**Exercise brief:** Copy out every line of the data that has the word "highway" somewhere in it.

**Record extracts:**
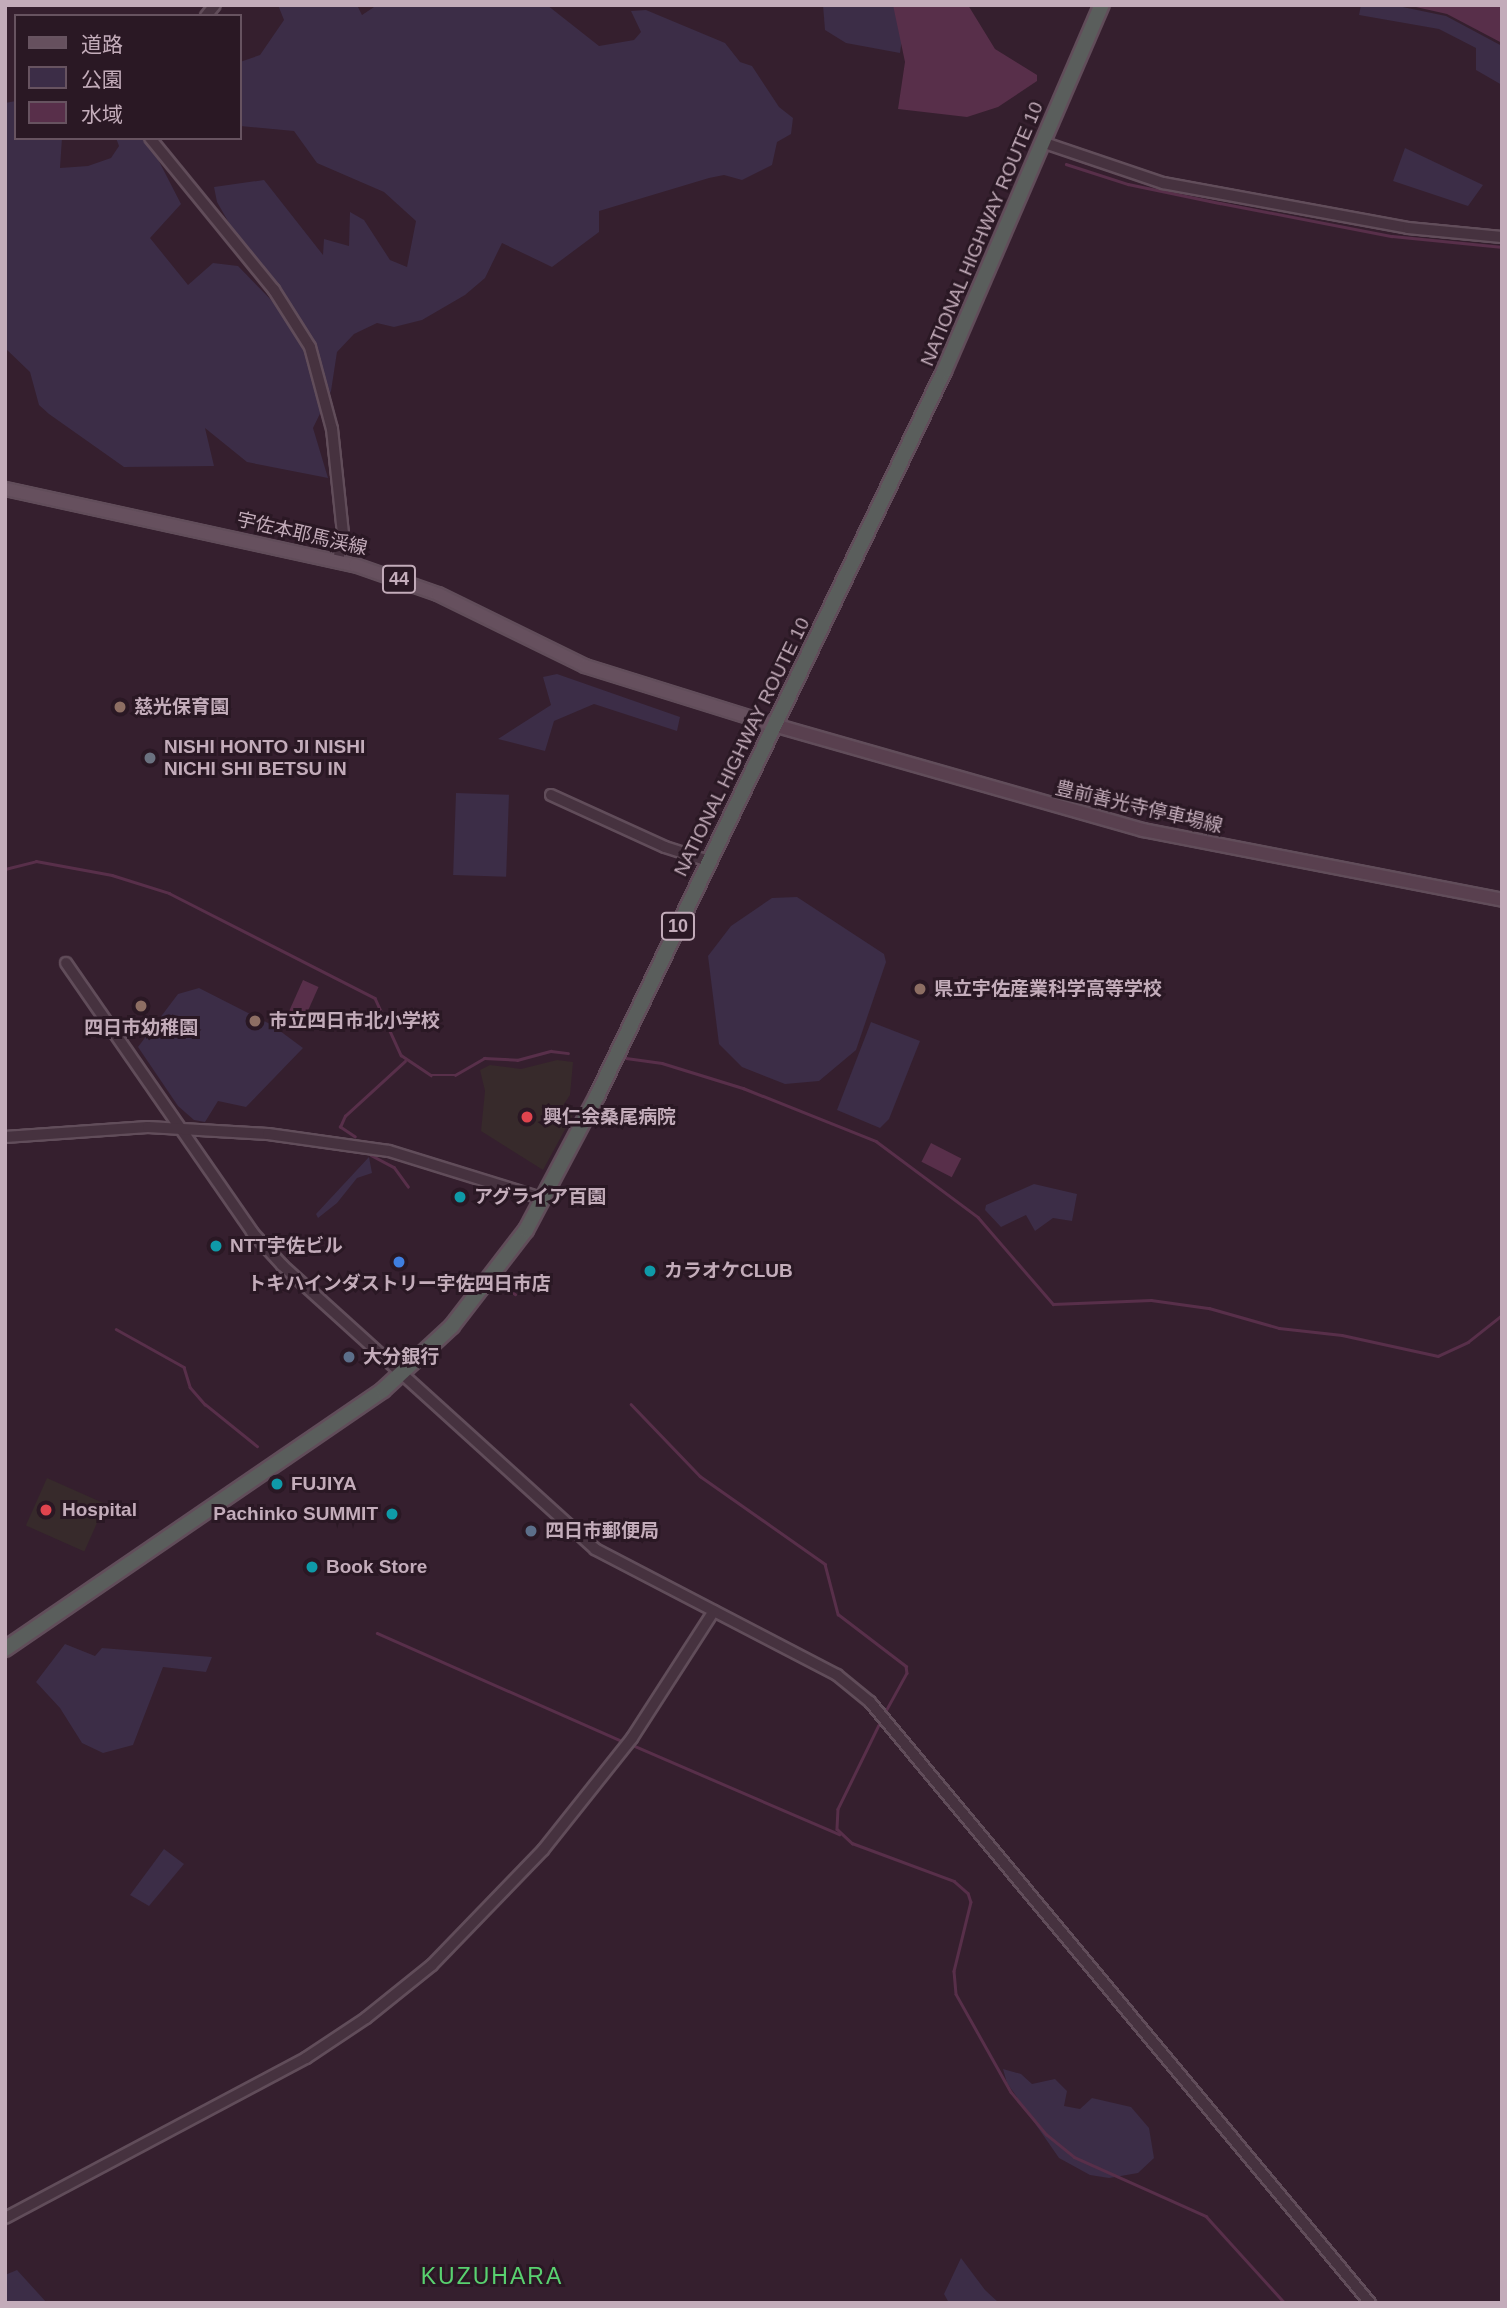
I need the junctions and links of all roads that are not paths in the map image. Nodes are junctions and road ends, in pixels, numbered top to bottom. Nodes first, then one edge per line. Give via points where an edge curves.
1 (1102, 5) edge
2 (152, 140) edge
3 (1042, 142) junction
4 (1502, 237) edge
5 (5, 489) edge
6 (338, 560) junction
7 (774, 726) junction
8 (551, 795) dead end
9 (709, 861) junction
10 (1502, 900) edge
11 (66, 963) dead end
12 (184, 1128) junction
13 (5, 1137) edge
14 (544, 1199) junction
15 (401, 1375) junction
16 (714, 1611) junction
17 (5, 1649) edge
18 (5, 2218) edge
19 (1370, 2303) edge

1 - 3 highway, NATIONAL HIGHWAY ROUTE 10 / 10
2 - 6 street via 274,290 310,347 332,429 343,533
3 - 4 street via 1163,183 1408,228
3 - 7 highway, NATIONAL HIGHWAY ROUTE 10 / 10 via 944,371
5 - 6 main road, 宇佐本耶馬渓線 / 44
6 - 7 main road, 宇佐本耶馬渓線 / 44 via 436,593 585,666
7 - 9 highway, NATIONAL HIGHWAY ROUTE 10 / 10
7 - 10 main road, 豊前善光寺停車場線 via 1106,821
8 - 9 street via 665,848
9 - 14 highway, NATIONAL HIGHWAY ROUTE 10 / 10
11 - 12 street
12 - 13 street
12 - 14 street via 369,1147
12 - 15 street via 266,1250
14 - 15 highway, NATIONAL HIGHWAY ROUTE 10 / 10 via 481,1292
15 - 16 street via 595,1549
15 - 17 highway, NATIONAL HIGHWAY ROUTE 10 / 10 via 337,1425
16 - 18 street via 632,1738 567,1820 507,1892 432,1965 317,2051
16 - 19 street via 836,1675 870,1702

**Your response:**
1 - 3 highway, NATIONAL HIGHWAY ROUTE 10 / 10
3 - 7 highway, NATIONAL HIGHWAY ROUTE 10 / 10 via 944,371
7 - 9 highway, NATIONAL HIGHWAY ROUTE 10 / 10
9 - 14 highway, NATIONAL HIGHWAY ROUTE 10 / 10
14 - 15 highway, NATIONAL HIGHWAY ROUTE 10 / 10 via 481,1292
15 - 17 highway, NATIONAL HIGHWAY ROUTE 10 / 10 via 337,1425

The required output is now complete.